Too many Richards*

*that’s not a euphemism.

There are also too many Edwards, Edmunds and Henrys (and many of them are Richards by nature – and that is a euphemism) in my current obsession: Wars of the Roses.

It all started with my first Philippa Gregory novel, The Lady of the Rivers. (Just as my Ned obsession started with a novel.)

Then I read the next book.

Then found the TV series on DVD based on the two Gregory books. Oh, and the fabulous, must-see, BBC series The Hollow Crown. Series 1 is Richard II, Henry IV Parts 1 and 2 and Henry V. Series 2 is the Wars of the Roses with Henry VI Parts 1, 2 and 3 and Richard III. Absolutely brilliant.

And then I borrowed some non-fiction, including one with contribution by Philippa Gregory.

More non-fiction followed.

I bought a T-shirt on my recent cruise trip because it had a red rose on it. (Although I am a Yorkist, so white rose is really the one for me.)

Mr S bought me a piece of costume jewellery, a bracelet with charms from the novels.

I’ve found a tour I want to go on when we go to the UK.

But you know, there’s just too many people with too few names. I found the same problem when reading Wolf Hall, except then it was Thomas and Henry.

To complicate the matter, they nearly all have other names, their Lord of or Earl of name; their nickname; and worse, their duke of name AND their earl of name AND the name they took after they became king.

This year I am going to see one of the oldest English crowns, that of Margaret of York, sister the first Yorkist king. The crown is in Äachen. (The other oldest surviving crown is also in Germany.)

Back to all the Richards. Look at this paragraph. The York who is worried, is Richard, Duke of York. And his allies, share the same first and last name. I mean really?!?

But I can beat that. On another page they mentioned four Richards, all of whom also have other names: the two Richard Nevilles, Richard Neville, Earl of Salisbury and his son Richard Neville, Earl of Warwick, also called the Kingmaker; Richard, Duke of York; and Richard Woodville, Lord Rivers.

But what would an obsession be if there weren’t things to fume over?

And who knew it was the Wars of the Roses not the War of the Roses? I mean the Hundred Years War is called one war, yet these skirmishes are given the “honorific” of wars.

12 thoughts on “Too many Richards*

  1. As per usual I am enlightened by your posts. No, I didn’t know it was “wars” and have been saying it incorrectly all this time.
    And I agree about the confusion with names. It would be enough to make me give up ( and did, in the Wolf Hall book). And yet I managed to binge my way superbly through a Spanish soapie on Netflix, where all the characters had the same names I had previously watched in a different soapie- Pablo, Alicia, Carlos, Miguel, Mario. No problems but I guess I’m lucky they weren’t all just Pablo’s.

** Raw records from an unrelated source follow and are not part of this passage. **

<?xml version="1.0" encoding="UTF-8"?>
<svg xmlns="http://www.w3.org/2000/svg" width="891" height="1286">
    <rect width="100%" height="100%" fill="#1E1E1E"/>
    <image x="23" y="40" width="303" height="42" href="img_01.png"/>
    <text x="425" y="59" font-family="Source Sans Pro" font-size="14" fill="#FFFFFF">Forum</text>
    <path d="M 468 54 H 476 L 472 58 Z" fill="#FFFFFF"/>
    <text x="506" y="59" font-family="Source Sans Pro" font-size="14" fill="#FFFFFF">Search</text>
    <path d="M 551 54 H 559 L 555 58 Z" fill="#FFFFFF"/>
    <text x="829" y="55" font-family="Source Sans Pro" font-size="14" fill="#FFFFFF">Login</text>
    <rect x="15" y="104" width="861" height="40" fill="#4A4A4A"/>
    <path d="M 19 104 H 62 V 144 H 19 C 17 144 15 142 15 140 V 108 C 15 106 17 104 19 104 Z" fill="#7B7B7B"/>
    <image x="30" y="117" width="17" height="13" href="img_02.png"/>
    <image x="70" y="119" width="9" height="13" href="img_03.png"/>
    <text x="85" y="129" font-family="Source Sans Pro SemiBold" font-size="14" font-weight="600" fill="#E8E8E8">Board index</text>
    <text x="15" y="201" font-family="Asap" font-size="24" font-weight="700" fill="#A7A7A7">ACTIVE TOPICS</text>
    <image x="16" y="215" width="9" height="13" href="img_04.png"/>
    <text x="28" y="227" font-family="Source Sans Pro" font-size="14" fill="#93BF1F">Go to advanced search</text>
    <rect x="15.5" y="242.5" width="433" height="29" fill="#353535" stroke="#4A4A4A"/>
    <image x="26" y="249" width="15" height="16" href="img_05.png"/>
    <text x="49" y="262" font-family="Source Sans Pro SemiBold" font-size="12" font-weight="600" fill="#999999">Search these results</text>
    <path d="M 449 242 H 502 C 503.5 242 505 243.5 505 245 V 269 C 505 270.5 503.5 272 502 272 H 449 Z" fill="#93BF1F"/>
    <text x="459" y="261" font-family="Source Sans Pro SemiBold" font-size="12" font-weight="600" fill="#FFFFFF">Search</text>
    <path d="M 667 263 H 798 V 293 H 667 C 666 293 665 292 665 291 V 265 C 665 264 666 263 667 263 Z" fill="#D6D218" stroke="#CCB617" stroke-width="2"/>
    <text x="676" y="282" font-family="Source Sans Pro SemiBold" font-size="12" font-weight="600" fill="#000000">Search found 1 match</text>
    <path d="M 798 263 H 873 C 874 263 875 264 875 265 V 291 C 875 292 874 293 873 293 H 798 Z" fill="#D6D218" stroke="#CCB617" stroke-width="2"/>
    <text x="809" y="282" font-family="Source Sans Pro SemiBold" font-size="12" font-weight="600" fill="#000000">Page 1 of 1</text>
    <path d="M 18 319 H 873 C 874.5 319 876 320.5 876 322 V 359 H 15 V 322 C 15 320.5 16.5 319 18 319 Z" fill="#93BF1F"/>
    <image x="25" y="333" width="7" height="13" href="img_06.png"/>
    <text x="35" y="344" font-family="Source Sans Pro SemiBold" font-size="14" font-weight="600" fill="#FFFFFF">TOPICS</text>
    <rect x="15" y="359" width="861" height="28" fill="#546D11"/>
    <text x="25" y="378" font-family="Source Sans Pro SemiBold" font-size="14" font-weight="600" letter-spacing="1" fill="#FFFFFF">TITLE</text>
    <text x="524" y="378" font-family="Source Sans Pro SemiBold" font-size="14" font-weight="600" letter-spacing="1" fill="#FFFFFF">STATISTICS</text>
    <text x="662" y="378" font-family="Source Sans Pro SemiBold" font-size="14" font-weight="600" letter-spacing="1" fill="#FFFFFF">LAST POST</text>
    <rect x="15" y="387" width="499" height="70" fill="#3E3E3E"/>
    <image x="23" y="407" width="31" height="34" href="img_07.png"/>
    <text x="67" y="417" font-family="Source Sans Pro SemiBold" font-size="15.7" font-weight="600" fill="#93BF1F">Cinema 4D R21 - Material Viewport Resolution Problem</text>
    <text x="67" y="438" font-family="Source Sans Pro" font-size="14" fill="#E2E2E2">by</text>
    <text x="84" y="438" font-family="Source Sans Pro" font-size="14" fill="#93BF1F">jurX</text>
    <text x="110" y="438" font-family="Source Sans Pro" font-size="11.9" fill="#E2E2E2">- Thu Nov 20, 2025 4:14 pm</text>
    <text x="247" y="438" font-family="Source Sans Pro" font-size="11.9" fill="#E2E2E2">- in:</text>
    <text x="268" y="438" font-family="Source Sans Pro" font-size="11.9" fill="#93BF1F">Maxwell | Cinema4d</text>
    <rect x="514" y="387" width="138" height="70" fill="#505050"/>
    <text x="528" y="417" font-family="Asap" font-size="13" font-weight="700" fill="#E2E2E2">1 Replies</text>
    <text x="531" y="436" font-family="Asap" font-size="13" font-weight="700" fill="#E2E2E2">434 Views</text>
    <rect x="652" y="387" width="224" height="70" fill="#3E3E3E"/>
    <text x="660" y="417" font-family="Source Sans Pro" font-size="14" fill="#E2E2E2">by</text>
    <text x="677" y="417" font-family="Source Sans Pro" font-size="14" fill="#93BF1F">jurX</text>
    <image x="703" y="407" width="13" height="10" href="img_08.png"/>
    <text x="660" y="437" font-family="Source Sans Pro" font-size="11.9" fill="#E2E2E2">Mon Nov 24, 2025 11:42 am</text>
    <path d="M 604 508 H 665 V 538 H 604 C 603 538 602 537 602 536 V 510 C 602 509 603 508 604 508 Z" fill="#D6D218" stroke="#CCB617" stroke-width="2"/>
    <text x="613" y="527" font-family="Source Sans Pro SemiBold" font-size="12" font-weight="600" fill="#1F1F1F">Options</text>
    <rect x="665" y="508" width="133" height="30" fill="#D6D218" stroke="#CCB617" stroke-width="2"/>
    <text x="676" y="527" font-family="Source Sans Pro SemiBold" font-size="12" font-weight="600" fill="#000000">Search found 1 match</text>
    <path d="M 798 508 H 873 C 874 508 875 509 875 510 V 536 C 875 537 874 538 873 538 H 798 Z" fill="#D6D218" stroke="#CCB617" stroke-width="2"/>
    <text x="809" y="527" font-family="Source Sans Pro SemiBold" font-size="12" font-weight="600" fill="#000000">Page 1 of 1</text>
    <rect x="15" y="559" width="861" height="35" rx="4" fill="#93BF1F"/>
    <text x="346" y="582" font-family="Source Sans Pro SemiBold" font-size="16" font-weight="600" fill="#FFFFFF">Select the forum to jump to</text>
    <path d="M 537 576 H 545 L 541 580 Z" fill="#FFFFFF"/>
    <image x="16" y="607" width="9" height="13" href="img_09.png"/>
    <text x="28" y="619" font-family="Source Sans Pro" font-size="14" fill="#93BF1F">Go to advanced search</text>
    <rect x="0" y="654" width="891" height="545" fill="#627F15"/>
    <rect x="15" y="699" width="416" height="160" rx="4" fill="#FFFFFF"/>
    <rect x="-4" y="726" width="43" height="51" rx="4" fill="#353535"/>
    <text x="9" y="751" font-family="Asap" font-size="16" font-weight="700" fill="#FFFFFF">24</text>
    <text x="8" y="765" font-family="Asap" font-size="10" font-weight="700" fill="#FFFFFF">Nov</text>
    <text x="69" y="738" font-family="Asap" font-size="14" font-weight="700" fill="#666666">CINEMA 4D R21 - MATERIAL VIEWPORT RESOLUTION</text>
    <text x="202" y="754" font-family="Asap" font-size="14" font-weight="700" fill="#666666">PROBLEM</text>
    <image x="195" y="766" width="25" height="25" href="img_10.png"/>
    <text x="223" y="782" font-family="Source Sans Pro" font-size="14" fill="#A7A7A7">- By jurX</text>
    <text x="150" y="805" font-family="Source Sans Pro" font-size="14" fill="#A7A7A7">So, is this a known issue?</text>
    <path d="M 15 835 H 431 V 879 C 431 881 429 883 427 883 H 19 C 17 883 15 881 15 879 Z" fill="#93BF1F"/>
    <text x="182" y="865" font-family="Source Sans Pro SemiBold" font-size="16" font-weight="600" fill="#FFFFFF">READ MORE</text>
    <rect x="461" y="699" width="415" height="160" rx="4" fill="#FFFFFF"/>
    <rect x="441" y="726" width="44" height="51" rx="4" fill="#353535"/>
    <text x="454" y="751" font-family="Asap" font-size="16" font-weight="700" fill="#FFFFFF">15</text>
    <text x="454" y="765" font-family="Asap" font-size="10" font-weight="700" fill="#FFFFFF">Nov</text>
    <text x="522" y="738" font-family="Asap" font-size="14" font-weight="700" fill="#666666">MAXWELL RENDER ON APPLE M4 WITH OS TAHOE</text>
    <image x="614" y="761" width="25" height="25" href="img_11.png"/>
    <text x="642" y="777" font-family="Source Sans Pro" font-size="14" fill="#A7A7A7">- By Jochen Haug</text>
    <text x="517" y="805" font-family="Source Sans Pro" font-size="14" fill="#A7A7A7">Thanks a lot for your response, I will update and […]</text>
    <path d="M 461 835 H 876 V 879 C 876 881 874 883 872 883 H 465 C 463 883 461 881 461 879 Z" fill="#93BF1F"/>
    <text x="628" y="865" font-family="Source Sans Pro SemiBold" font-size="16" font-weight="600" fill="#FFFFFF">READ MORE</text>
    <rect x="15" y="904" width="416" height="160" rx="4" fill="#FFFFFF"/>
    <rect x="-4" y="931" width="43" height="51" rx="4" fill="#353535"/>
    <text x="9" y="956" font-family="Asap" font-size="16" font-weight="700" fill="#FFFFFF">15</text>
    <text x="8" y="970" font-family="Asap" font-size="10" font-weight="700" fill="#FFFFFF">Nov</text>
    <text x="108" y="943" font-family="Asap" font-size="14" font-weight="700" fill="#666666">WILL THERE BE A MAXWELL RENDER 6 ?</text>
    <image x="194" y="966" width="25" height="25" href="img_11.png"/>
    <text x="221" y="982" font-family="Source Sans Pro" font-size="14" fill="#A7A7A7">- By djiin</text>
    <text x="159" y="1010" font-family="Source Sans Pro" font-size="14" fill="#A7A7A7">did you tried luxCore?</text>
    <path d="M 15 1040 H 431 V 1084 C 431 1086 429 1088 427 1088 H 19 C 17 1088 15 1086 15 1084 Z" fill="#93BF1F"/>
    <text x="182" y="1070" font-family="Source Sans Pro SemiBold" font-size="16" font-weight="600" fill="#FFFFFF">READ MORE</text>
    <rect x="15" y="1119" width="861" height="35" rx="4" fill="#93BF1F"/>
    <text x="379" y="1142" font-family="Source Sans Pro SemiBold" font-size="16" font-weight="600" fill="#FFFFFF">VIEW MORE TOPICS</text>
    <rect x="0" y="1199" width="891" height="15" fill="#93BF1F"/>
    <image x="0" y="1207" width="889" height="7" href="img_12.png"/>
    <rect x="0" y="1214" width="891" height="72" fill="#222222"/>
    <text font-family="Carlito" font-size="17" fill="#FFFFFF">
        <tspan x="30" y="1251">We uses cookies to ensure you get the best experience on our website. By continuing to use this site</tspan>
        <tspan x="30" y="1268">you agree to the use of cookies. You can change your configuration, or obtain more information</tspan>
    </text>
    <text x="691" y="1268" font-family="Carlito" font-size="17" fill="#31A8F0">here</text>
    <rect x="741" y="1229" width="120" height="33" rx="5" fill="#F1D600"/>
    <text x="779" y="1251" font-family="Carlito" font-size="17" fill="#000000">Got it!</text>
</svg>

    • My tongue struggles around Wars of the Roses. Doesn’t come naturally.

      Wanna learn something else new: at the Battle of Agincourt (ok, before Roses era) many of the English longbow archers were without pants. Because they were sick and they could keep firing without worrying about the poo running down.

  2. Thats a lot of information! Everyone must know a Richard. In my mum’s family the eldest boy was always William Henry and the girl Emily – there was never any choice for names it was a given! My sister remarried and has now become a Smith which is very common here – they get funny looks when registering at Hotels.
    At work we had many Asian clients and it seems the women are nearly always Bibi – it can be a first or second name and they alternate it too and it can be quite different to their husbands surname. It is no good for todays modern databases – can you imagine how hard it was to search for a client named Bibi.

  3. Before I retired, I used to work with a director whose name was Richard. I frequently had to remind him to stop living up to his name. 🙂

  4. That tour looks fascinating! I would also need a tour guide to explain the book with so many Richards! It’s like that with Game of Thrones. My husband has to provide commentary to remind me of who is linked where and what the backstory was. I can see how the intrigues and moves and counter-moves would be addictive, though!

    How’s that pants-free history fact! 🤣

    • Game of Thrones is apparently based on Wars of the Roses. I got the characters on the Lord of the Rings movies mixed up. Many looked similar. Strange names which are also similar. Luckily Mr S explains things to me.

  5. When I read books like that, I sometimes stop trying to remember who’s who and make notes for myself. But I’m not sure if it would help in this case! Growing up, I knew a few guys called Rick or Ricky and one Richard. But an uncommon name now.